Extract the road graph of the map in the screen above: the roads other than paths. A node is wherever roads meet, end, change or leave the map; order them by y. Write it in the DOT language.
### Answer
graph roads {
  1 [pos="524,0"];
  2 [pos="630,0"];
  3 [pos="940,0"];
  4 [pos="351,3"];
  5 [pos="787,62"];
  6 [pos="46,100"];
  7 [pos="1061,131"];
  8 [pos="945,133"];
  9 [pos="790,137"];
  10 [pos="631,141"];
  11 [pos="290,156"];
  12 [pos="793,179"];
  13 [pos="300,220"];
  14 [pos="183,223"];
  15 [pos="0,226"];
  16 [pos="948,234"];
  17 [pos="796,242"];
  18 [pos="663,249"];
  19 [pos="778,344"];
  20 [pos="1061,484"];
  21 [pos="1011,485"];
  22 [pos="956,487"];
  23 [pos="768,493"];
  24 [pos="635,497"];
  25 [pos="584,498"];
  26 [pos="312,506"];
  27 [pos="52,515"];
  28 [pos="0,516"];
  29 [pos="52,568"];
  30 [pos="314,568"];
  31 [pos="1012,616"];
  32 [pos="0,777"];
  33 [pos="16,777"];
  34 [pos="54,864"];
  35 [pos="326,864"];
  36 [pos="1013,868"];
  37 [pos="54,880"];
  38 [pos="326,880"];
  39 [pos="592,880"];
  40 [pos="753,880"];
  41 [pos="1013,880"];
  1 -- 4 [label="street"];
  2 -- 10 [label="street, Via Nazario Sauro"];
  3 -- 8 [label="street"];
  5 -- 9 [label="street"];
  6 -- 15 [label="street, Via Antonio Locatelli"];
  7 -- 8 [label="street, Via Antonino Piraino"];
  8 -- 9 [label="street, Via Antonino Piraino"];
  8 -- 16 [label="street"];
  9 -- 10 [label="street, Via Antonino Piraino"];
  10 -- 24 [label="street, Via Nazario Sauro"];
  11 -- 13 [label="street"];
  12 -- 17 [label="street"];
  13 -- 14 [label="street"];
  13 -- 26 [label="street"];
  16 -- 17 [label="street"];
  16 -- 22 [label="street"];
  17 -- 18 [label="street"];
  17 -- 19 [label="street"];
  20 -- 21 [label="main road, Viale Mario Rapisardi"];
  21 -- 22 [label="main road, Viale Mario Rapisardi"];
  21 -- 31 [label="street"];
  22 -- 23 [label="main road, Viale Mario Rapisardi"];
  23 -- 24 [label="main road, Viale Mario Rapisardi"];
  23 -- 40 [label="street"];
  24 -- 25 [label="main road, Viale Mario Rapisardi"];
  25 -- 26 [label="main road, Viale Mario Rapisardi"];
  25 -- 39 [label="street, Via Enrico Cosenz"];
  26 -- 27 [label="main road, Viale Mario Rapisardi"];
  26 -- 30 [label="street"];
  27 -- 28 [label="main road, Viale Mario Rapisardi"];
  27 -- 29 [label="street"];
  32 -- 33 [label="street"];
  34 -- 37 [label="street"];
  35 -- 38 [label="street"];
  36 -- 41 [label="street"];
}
______________________________
> Activity
Only the lines containing the string "graph" are needed; pull them out of the records.

> Task result
Extract the road graph of the map in the screen above: the roads other than paths. A node is wherever roads meet, end, change or leave the map; order them by y. Write it in the DOT language.
graph roads {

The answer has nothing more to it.